When I backed away it began to move again. I had to hide behind a red cedar.

I am lying on the ground to get these shots hoping I wasn't being eaten up by chiggers. I did get three ticks. What I do for you guys.

He quickly went under and watched me; froze in that position. Snapping turtles can weigh over 200 pounds. Can you imagine? I tried to pick up one once (a little bigger than this one) and though I'm not afraid of much anything, I jumped back pretty fast when it turned around in an instant. They can move like lightning unlike the slower box turtles. They also let out a low hiss or growl - much like the sound an alligator makes. I'm quite sure this one could bite toes and fingers off. They are so cute when they are hatchlings, but really ugly when they get big.

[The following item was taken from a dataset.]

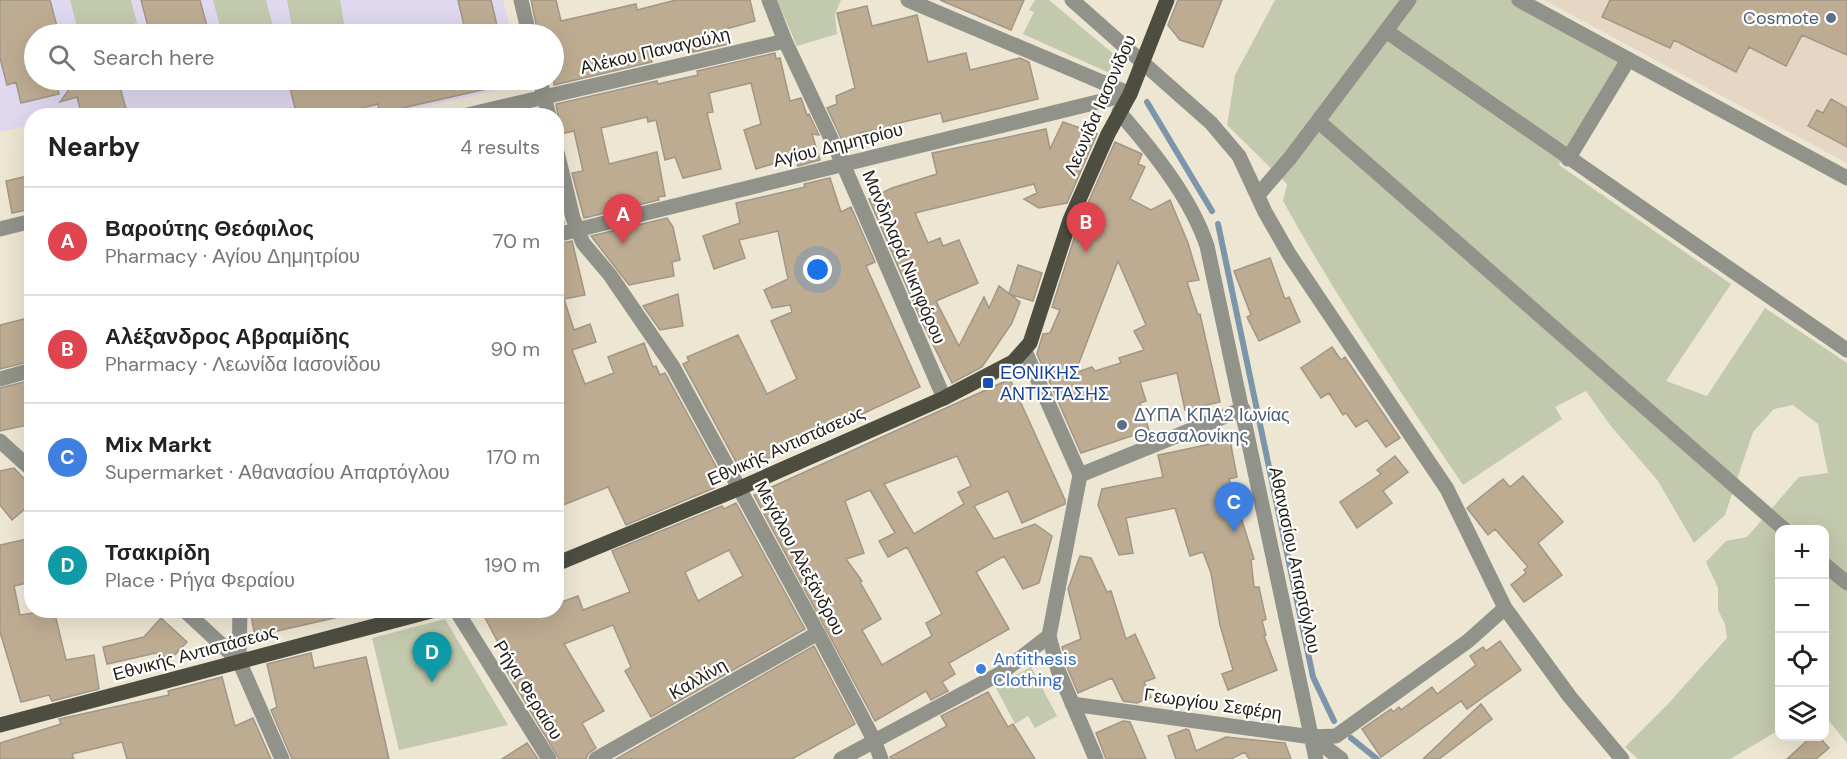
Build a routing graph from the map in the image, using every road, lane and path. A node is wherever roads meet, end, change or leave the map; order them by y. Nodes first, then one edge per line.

  1. You really knocked yourself out for us this time...3 ticks!
    I remember as a kid going fishing and thinking I would have a fish on my line and pulling one of these bad boys out! Needless to say, my granddaddy would just cut the line. Those and alligator gars are just the worst.

  2. Thats a common snapper, not an alligator snapper

  3. oooh Donna, he's a big fella !
    We also cam across a snapping turtle this week, down in the wet, muddy area of the woods.
    I asked my husband "Is he a snapper?" at which point he touched him with a stick, and a horrendous hiss came out of his mouth. "Yep, a snapper"

  4. You're right anonymous. Mine is the more aggressive snapping turtle. The alligator snappers have become endangered due to habitat loss in Oklahoma and the Oklahoma Wildlife Dept. is re-introducing or releasing a number of them into areas of the state. Hope I don't run across one of them while wading in my ponds.

  5. Thanks for your patience in taking these photos. It's amazing to watch nature in action, even slowly! Clicked over from Willow's blog, enjoyed browsing.